Source information —
——

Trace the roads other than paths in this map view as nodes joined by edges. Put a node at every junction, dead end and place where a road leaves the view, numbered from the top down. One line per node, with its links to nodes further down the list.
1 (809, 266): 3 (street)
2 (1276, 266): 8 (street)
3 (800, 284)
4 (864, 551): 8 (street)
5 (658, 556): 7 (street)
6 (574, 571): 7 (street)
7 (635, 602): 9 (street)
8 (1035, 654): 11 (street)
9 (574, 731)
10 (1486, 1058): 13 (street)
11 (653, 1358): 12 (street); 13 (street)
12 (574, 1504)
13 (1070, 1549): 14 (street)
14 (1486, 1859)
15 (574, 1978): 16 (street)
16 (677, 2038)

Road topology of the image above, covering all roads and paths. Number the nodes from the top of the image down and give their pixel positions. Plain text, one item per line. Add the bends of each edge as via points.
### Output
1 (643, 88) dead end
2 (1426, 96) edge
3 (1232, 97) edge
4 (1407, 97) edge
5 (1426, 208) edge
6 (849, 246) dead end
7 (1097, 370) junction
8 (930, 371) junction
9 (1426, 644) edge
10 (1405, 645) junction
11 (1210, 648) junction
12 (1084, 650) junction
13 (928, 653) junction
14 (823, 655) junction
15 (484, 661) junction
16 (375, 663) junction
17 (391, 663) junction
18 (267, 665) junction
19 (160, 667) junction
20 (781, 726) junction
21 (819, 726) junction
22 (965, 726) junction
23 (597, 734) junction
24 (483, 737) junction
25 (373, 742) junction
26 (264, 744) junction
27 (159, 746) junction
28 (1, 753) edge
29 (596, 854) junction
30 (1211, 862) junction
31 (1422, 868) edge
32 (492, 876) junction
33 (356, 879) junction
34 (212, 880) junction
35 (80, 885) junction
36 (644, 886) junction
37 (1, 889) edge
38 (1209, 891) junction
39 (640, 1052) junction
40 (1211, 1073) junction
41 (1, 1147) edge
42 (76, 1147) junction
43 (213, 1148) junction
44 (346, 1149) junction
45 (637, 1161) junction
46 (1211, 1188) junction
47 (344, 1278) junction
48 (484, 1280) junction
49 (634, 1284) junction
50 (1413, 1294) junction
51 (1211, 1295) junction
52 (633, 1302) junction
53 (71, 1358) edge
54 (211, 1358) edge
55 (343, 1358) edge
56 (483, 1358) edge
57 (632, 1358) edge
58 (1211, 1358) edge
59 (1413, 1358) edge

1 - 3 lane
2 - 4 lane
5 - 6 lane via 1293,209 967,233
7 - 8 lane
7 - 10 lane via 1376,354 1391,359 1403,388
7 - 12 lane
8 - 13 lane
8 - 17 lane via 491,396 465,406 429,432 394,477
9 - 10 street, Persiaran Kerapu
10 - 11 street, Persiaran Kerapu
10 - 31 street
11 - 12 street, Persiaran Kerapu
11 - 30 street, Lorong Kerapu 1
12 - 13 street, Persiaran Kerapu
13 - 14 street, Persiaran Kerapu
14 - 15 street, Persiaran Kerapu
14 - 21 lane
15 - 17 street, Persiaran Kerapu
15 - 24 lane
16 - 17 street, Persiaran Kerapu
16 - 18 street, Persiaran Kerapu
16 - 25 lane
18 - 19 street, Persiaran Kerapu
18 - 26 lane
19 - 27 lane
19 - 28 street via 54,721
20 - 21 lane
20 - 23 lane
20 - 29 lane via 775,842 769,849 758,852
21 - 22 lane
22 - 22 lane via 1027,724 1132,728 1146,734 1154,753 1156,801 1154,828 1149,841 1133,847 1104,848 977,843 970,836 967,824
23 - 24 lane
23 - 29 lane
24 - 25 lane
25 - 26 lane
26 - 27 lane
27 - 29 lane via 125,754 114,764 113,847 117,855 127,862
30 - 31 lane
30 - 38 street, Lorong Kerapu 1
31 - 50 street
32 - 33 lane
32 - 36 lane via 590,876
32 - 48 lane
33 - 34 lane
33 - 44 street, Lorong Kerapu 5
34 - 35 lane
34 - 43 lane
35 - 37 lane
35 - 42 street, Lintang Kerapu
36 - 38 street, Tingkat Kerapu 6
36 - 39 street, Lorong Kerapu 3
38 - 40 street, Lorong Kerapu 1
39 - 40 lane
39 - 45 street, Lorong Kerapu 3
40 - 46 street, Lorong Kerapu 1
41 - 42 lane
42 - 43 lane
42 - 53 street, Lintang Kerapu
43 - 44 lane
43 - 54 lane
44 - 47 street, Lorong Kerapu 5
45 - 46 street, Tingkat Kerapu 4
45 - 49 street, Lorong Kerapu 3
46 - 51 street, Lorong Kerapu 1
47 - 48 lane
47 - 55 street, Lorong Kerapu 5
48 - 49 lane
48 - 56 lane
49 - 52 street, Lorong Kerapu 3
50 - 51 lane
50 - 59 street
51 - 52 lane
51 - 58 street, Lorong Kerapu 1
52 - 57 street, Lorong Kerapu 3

——

Work to be completed — In the entries above, which lines hold the word "down"? Copy them out.

Exercise response —
Trace the roads other than paths in this map view as nodes joined by edges. Put a node at every junction, dead end and place where a road leaves the view, numbered from the top down. One line per node, with its links to nodes further down the list.
Road topology of the image above, covering all roads and paths. Number the nodes from the top of the image down and give their pixel positions. Plain text, one item per line. Add the bends of each edge as via points.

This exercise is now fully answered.